→ **Exercise prompt**:
Please report how many lines of the data include the word "street", with the number as the entire reply.

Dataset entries
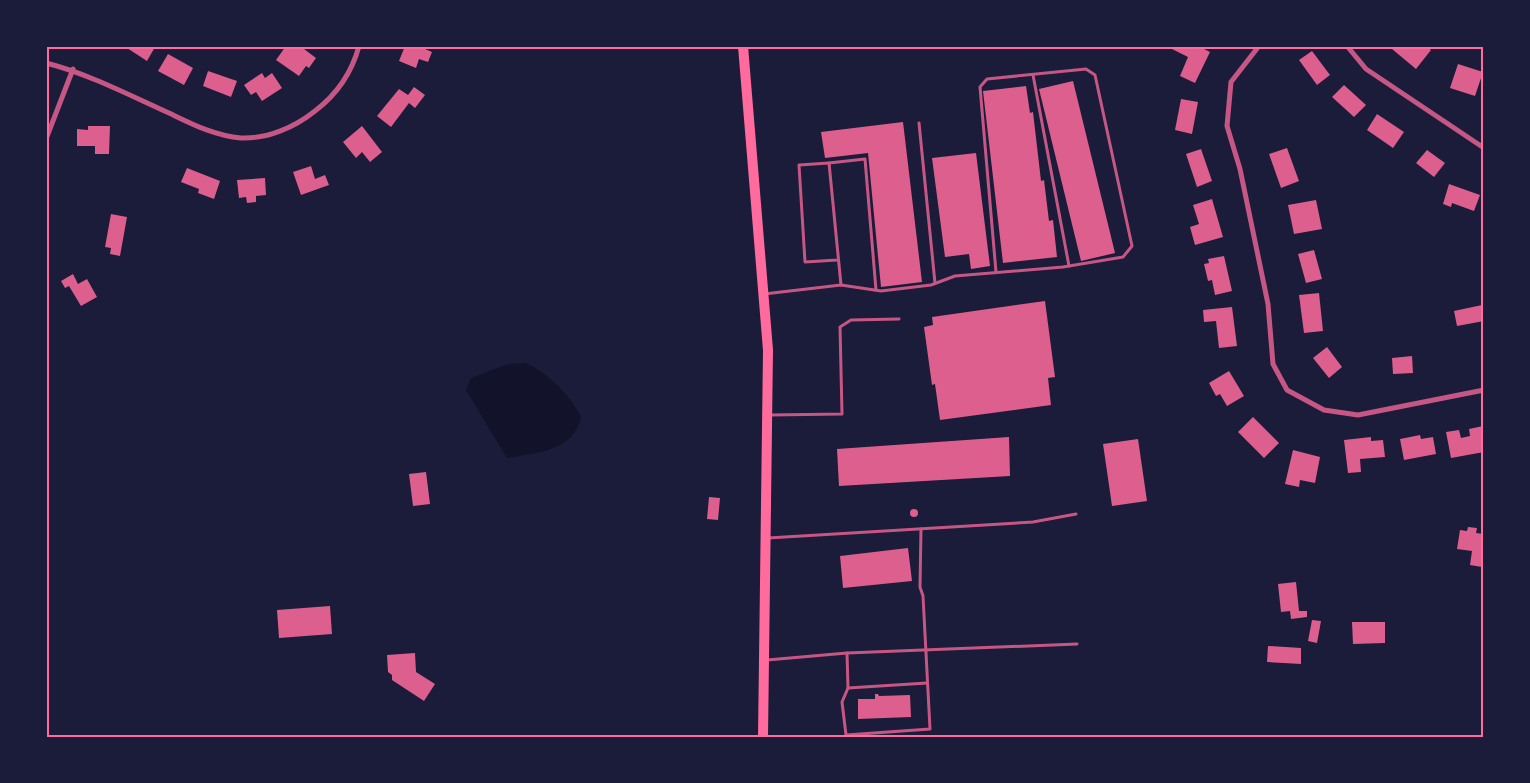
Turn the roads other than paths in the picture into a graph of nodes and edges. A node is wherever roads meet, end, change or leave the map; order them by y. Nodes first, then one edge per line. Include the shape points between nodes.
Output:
1 (359, 46) edge
2 (743, 46) edge
3 (1259, 46) edge
4 (1347, 46) edge
5 (46, 63) edge
6 (73, 69) junction
7 (1033, 75) junction
8 (919, 123) dead end
9 (46, 139) edge
10 (1484, 148) edge
11 (829, 163) junction
12 (838, 260) junction
13 (1069, 266) junction
14 (996, 272) junction
15 (935, 283) junction
16 (841, 285) junction
17 (876, 290) junction
18 (764, 294) junction
19 (899, 319) dead end
20 (1484, 390) edge
21 (767, 415) junction
22 (1076, 514) dead end
23 (921, 529) junction
24 (765, 538) junction
25 (1077, 644) dead end
26 (926, 649) junction
27 (847, 653) junction
28 (764, 660) junction
29 (928, 683) junction
30 (848, 688) junction
31 (763, 737) edge

1 - 6 street via 356,59 327,102 280,132 242,138 201,129
2 - 18 main road
3 - 20 street via 1231,82 1227,126 1240,169 1268,304 1273,364 1288,390 1324,410 1358,415
4 - 10 street via 1366,69
5 - 6 street
6 - 9 street
7 - 13 lane
7 - 13 lane via 1086,69 1095,75 1132,246 1123,257
7 - 14 lane via 987,79 980,87
8 - 15 lane
11 - 12 lane
11 - 12 lane via 799,165 805,262
11 - 17 lane via 865,159
12 - 16 lane
13 - 14 lane
14 - 15 lane via 954,276
15 - 17 lane
16 - 17 lane
16 - 18 lane
18 - 21 main road via 768,350
19 - 21 lane via 851,320 840,327 842,414
21 - 24 main road
22 - 23 lane via 1033,522
23 - 24 lane
23 - 26 lane via 920,587
24 - 28 main road
25 - 26 lane
26 - 27 lane
26 - 29 lane
27 - 28 lane
27 - 30 lane
28 - 31 main road
29 - 30 lane
29 - 30 lane via 930,729 846,735 842,702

→ **Response area**:
5